[Dataset entries]
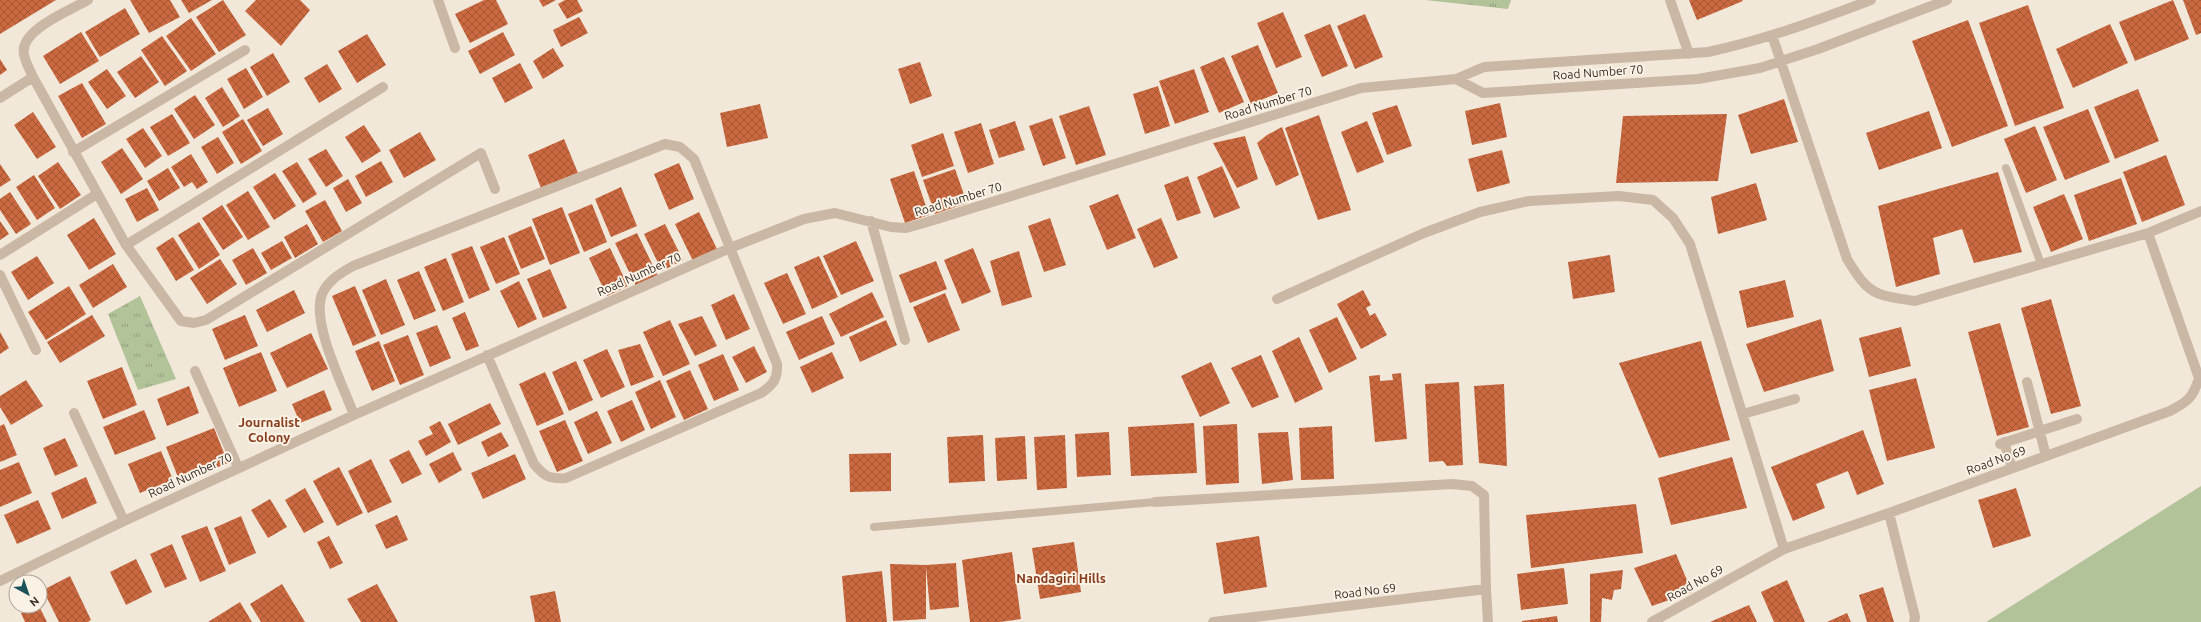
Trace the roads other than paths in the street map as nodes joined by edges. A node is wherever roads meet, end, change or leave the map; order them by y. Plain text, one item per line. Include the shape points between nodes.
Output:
1 (88, 0) edge
2 (438, 0) edge
3 (1670, 0) edge
4 (1871, 0) edge
5 (1947, 0) edge
6 (1772, 35) junction
7 (455, 48) dead end
8 (245, 50) dead end
9 (1689, 54) junction
10 (1781, 62) junction
11 (33, 77) junction
12 (1456, 78) junction
13 (383, 87) dead end
14 (0, 98) edge
15 (72, 152) junction
16 (2006, 168) dead end
17 (495, 189) dead end
18 (97, 194) junction
19 (2201, 211) edge
20 (871, 222) junction
21 (2148, 233) junction
22 (126, 245) junction
23 (730, 248) junction
24 (0, 255) edge
25 (2041, 264) junction
26 (0, 274) edge
27 (1277, 299) dead end
28 (905, 340) dead end
29 (36, 350) dead end
30 (487, 355) junction
31 (195, 371) dead end
32 (2027, 382) dead end
33 (1795, 399) dead end
34 (74, 413) dead end
35 (354, 414) junction
36 (1743, 414) junction
37 (2077, 419) dead end
38 (2039, 431) junction
39 (2046, 456) junction
40 (238, 468) junction
41 (2012, 468) junction
42 (1155, 502) joint
43 (1889, 513) junction
44 (124, 521) junction
45 (874, 527) dead end
46 (1784, 549) junction
47 (1, 577) edge
48 (1486, 589) junction
49 (1213, 622) edge
50 (1488, 622) edge
51 (1652, 622) edge
52 (1914, 622) edge

1 - 11 street via 32,31 25,42 23,53
2 - 7 street
3 - 9 street
4 - 6 street
5 - 10 street, Road Number 70
6 - 9 street via 1737,46
6 - 10 street
8 - 15 street
9 - 12 street via 1484,66
10 - 12 street, Road Number 70 via 1698,79 1484,93
10 - 25 street via 1847,259 1861,282 1879,295 1915,301
11 - 14 street
11 - 15 street
12 - 20 street, Road Number 70 via 1361,88 924,224 906,228
13 - 22 street
15 - 18 street
16 - 25 lane
17 - 22 street via 481,153 206,320 194,323 181,321
18 - 22 street
18 - 24 street
19 - 21 street
20 - 23 street, Road Number 70 via 834,213 804,218
20 - 28 street
21 - 25 street
21 - 39 street, Road No 69 via 2199,378 2195,393 2184,404 2170,412
23 - 30 street, Road Number 70
23 - 30 street via 777,364 778,375 772,386 761,394 566,478 552,479 541,473 534,464
23 - 35 street via 694,159 680,147 665,144 353,266 335,276 322,294 319,311 322,329
26 - 29 street
27 - 36 street via 1424,233 1480,212 1528,201 1619,196 1653,200 1673,218 1690,244
30 - 35 street, Road Number 70
31 - 40 street
32 - 38 street
33 - 36 street
34 - 44 street
35 - 40 street, Road Number 70
36 - 46 street
37 - 38 street
38 - 39 street
38 - 41 street via 2002,443
39 - 41 street, Road No 69
40 - 44 street, Road Number 70
41 - 43 street, Road No 69
42 - 45 lane
42 - 48 street via 1452,484 1472,486 1484,494
43 - 46 street, Road No 69
43 - 52 street via 1915,617
44 - 47 street, Road Number 70
46 - 51 street, Road No 69
48 - 49 street, Road No 69
48 - 50 street

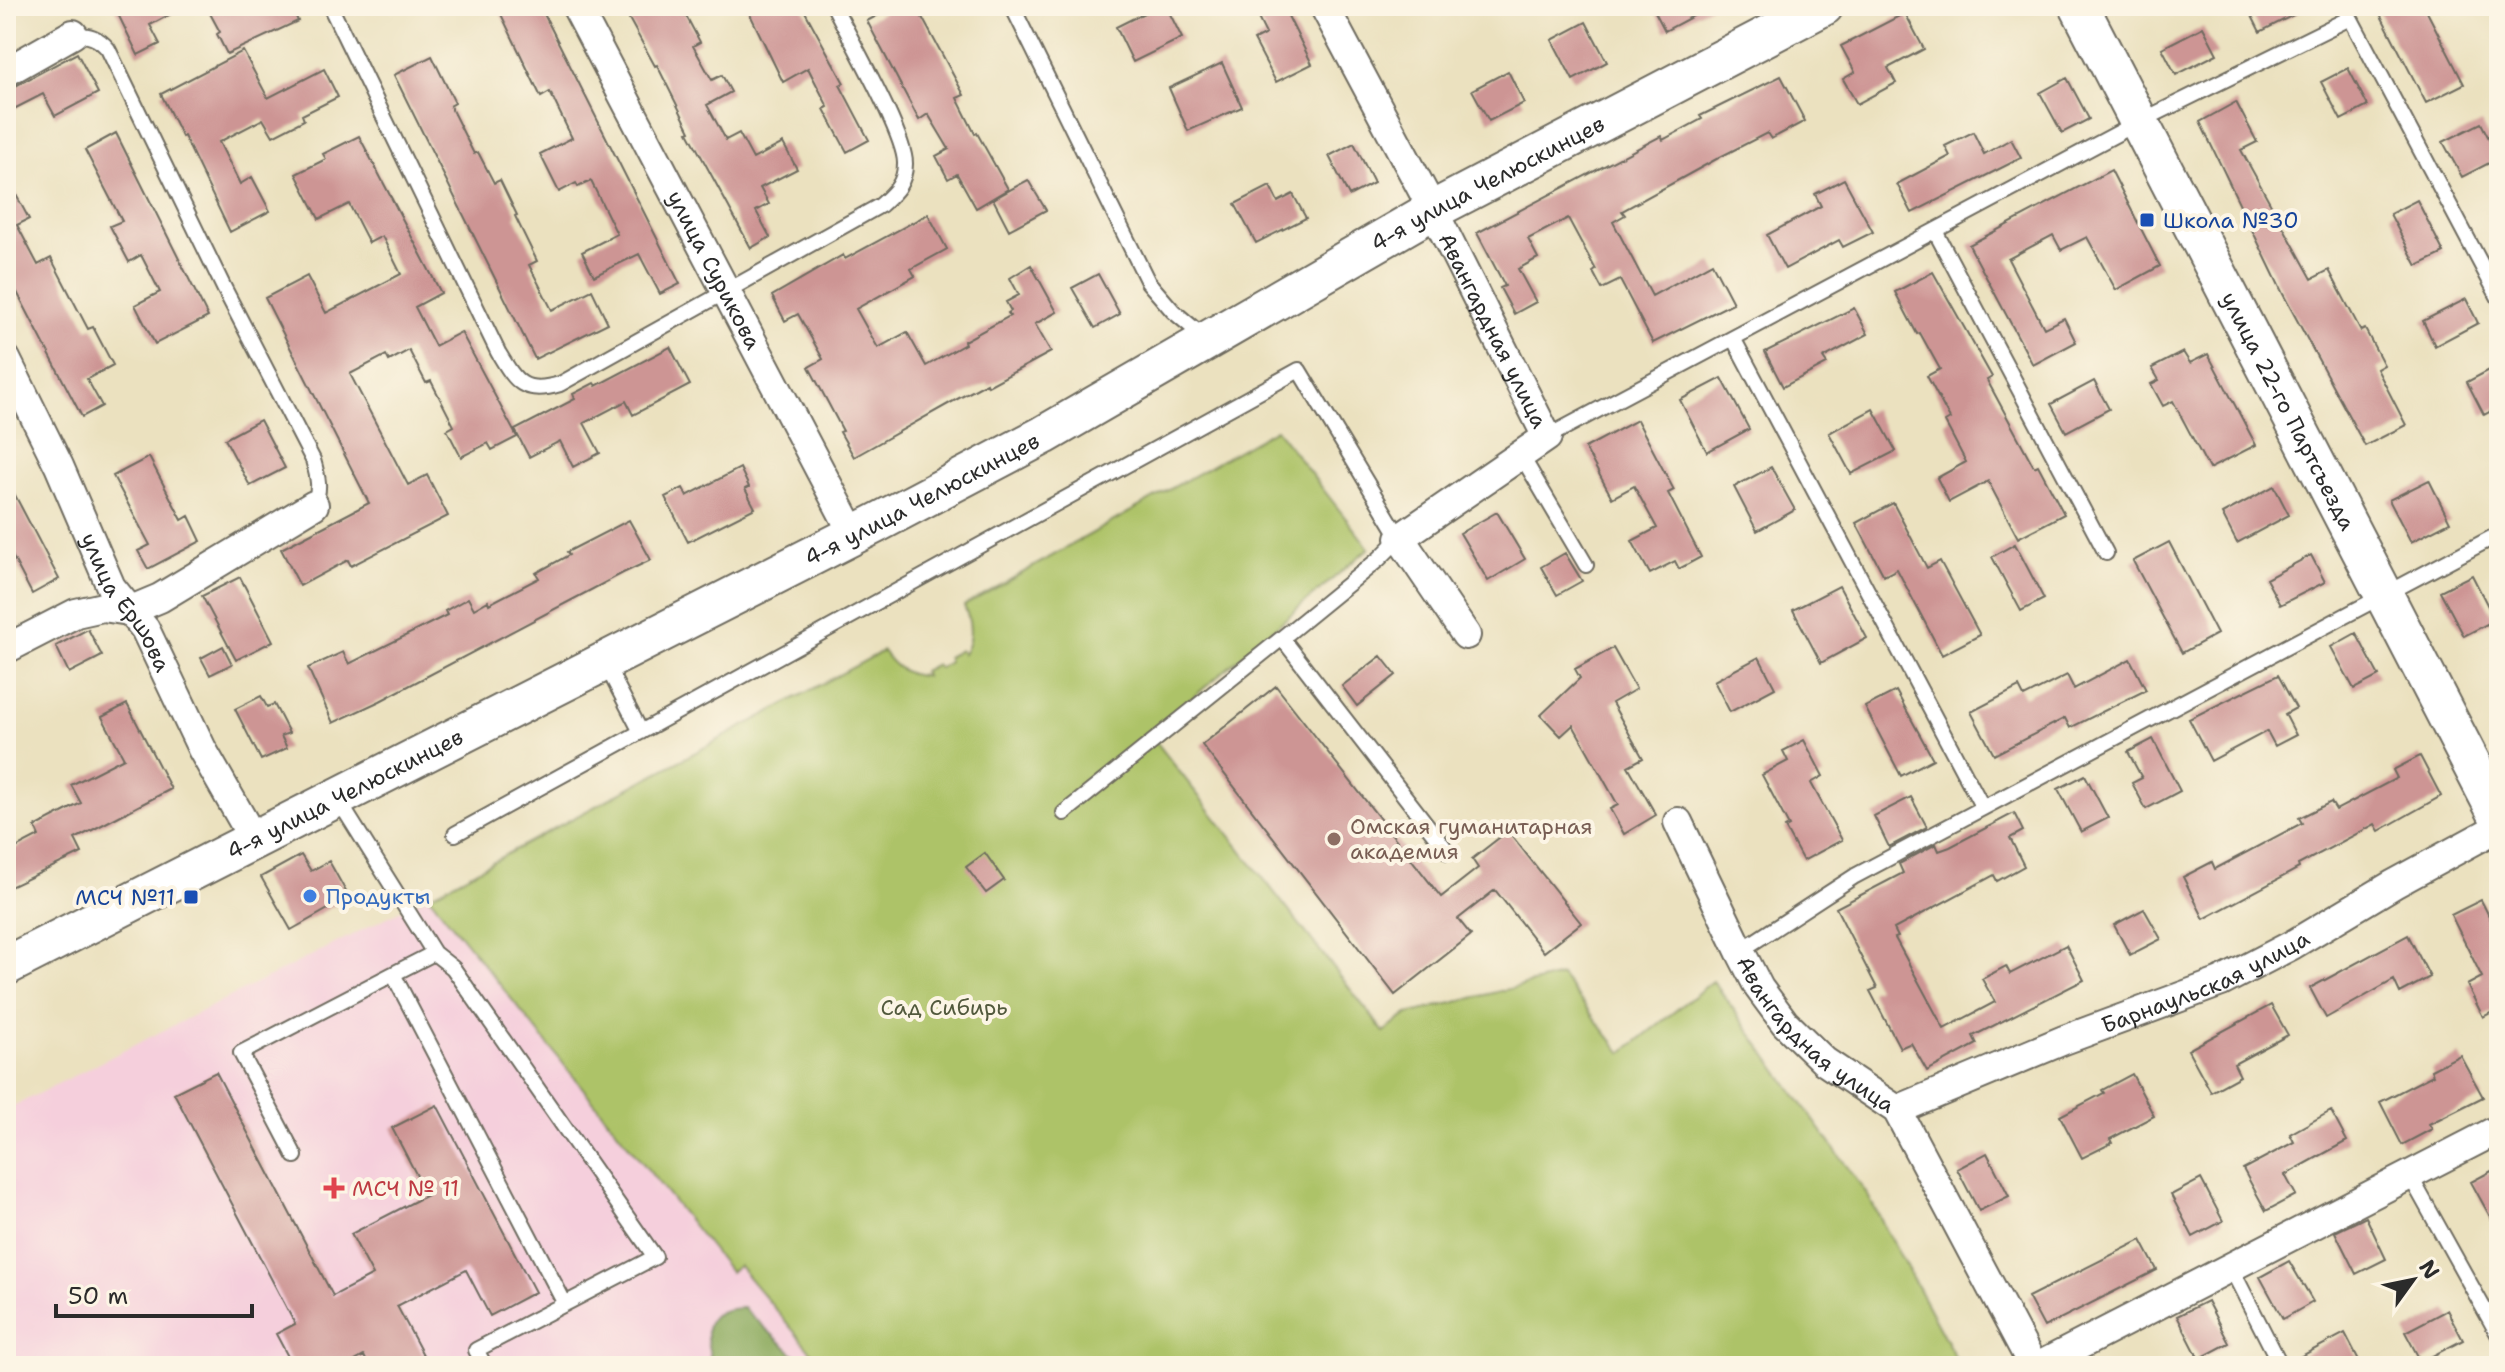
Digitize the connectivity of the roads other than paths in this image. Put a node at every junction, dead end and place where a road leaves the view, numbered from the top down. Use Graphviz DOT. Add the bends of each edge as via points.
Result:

### Task to complete
Would you copy out every entry above word for word, without the pictures?

### Written reply
Trace the roads other than paths in the street map as nodes joined by edges. A node is wherever roads meet, end, change or leave the map; order them by y. Plain text, one item per line. Include the shape points between nodes.
Output:
1 (88, 0) edge
2 (438, 0) edge
3 (1670, 0) edge
4 (1871, 0) edge
5 (1947, 0) edge
6 (1772, 35) junction
7 (455, 48) dead end
8 (245, 50) dead end
9 (1689, 54) junction
10 (1781, 62) junction
11 (33, 77) junction
12 (1456, 78) junction
13 (383, 87) dead end
14 (0, 98) edge
15 (72, 152) junction
16 (2006, 168) dead end
17 (495, 189) dead end
18 (97, 194) junction
19 (2201, 211) edge
20 (871, 222) junction
21 (2148, 233) junction
22 (126, 245) junction
23 (730, 248) junction
24 (0, 255) edge
25 (2041, 264) junction
26 (0, 274) edge
27 (1277, 299) dead end
28 (905, 340) dead end
29 (36, 350) dead end
30 (487, 355) junction
31 (195, 371) dead end
32 (2027, 382) dead end
33 (1795, 399) dead end
34 (74, 413) dead end
35 (354, 414) junction
36 (1743, 414) junction
37 (2077, 419) dead end
38 (2039, 431) junction
39 (2046, 456) junction
40 (238, 468) junction
41 (2012, 468) junction
42 (1155, 502) joint
43 (1889, 513) junction
44 (124, 521) junction
45 (874, 527) dead end
46 (1784, 549) junction
47 (1, 577) edge
48 (1486, 589) junction
49 (1213, 622) edge
50 (1488, 622) edge
51 (1652, 622) edge
52 (1914, 622) edge

1 - 11 street via 32,31 25,42 23,53
2 - 7 street
3 - 9 street
4 - 6 street
5 - 10 street, Road Number 70
6 - 9 street via 1737,46
6 - 10 street
8 - 15 street
9 - 12 street via 1484,66
10 - 12 street, Road Number 70 via 1698,79 1484,93
10 - 25 street via 1847,259 1861,282 1879,295 1915,301
11 - 14 street
11 - 15 street
12 - 20 street, Road Number 70 via 1361,88 924,224 906,228
13 - 22 street
15 - 18 street
16 - 25 lane
17 - 22 street via 481,153 206,320 194,323 181,321
18 - 22 street
18 - 24 street
19 - 21 street
20 - 23 street, Road Number 70 via 834,213 804,218
20 - 28 street
21 - 25 street
21 - 39 street, Road No 69 via 2199,378 2195,393 2184,404 2170,412
23 - 30 street, Road Number 70
23 - 30 street via 777,364 778,375 772,386 761,394 566,478 552,479 541,473 534,464
23 - 35 street via 694,159 680,147 665,144 353,266 335,276 322,294 319,311 322,329
26 - 29 street
27 - 36 street via 1424,233 1480,212 1528,201 1619,196 1653,200 1673,218 1690,244
30 - 35 street, Road Number 70
31 - 40 street
32 - 38 street
33 - 36 street
34 - 44 street
35 - 40 street, Road Number 70
36 - 46 street
37 - 38 street
38 - 39 street
38 - 41 street via 2002,443
39 - 41 street, Road No 69
40 - 44 street, Road Number 70
41 - 43 street, Road No 69
42 - 45 lane
42 - 48 street via 1452,484 1472,486 1484,494
43 - 46 street, Road No 69
43 - 52 street via 1915,617
44 - 47 street, Road Number 70
46 - 51 street, Road No 69
48 - 49 street, Road No 69
48 - 50 street

Digitize the connectivity of the roads other than paths in this image. Put a node at every junction, dead end and place where a road leaves the view, numbered from the top down. Use Graphviz DOT. Add the bends of each edge as via points.
Result:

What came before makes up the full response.